» **Exercise**
Please output only the lines running from the one that contains "index dip: (221, 180)" through the last line of the data below, exactly as they stand, with no pictures.

---------- Extracted data ----------

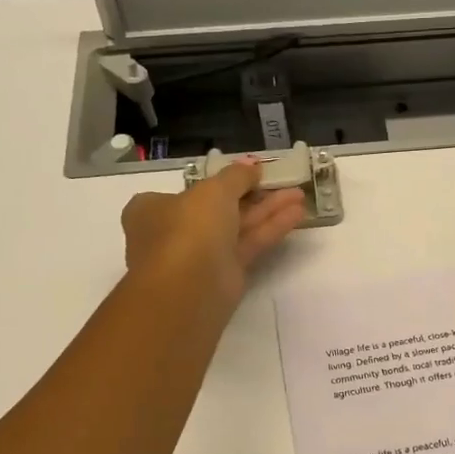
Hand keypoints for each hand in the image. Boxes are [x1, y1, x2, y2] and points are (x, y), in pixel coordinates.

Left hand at [121, 161, 305, 302]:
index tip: (251, 173)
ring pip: (238, 226)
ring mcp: (201, 254)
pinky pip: (249, 244)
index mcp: (154, 208)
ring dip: (268, 209)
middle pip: (220, 207)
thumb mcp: (213, 190)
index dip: (221, 180)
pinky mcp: (225, 273)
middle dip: (253, 193)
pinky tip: (297, 214)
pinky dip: (270, 229)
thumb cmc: (189, 229)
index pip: (190, 190)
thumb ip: (236, 176)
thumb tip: (252, 165)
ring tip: (300, 194)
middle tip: (282, 181)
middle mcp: (175, 231)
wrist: (189, 288)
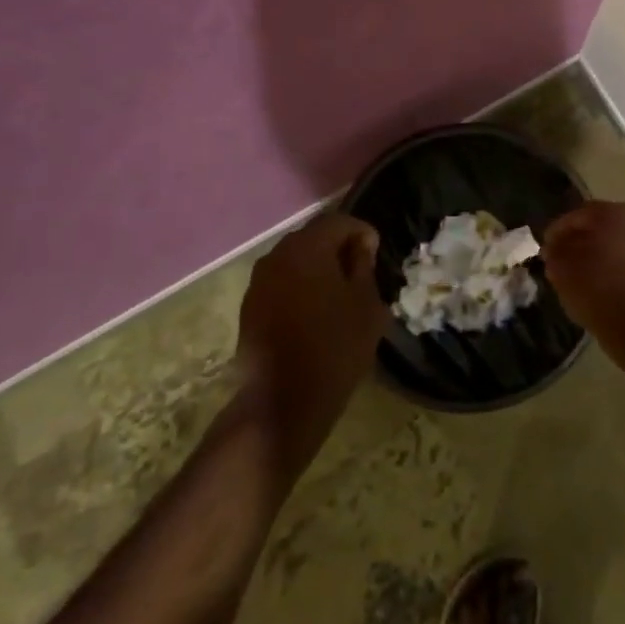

----------

» **Result for this task**
index dip: (221, 180)
pinky mcp: (225, 273)
middle dip: (253, 193)
pinky tip: (297, 214)
pinky dip: (270, 229)
thumb cmc: (189, 229)
index pip: (190, 190)
thumb ip: (236, 176)
thumb tip: (252, 165)
ring tip: (300, 194)
middle tip: (282, 181)
middle mcp: (175, 231)
wrist: (189, 288)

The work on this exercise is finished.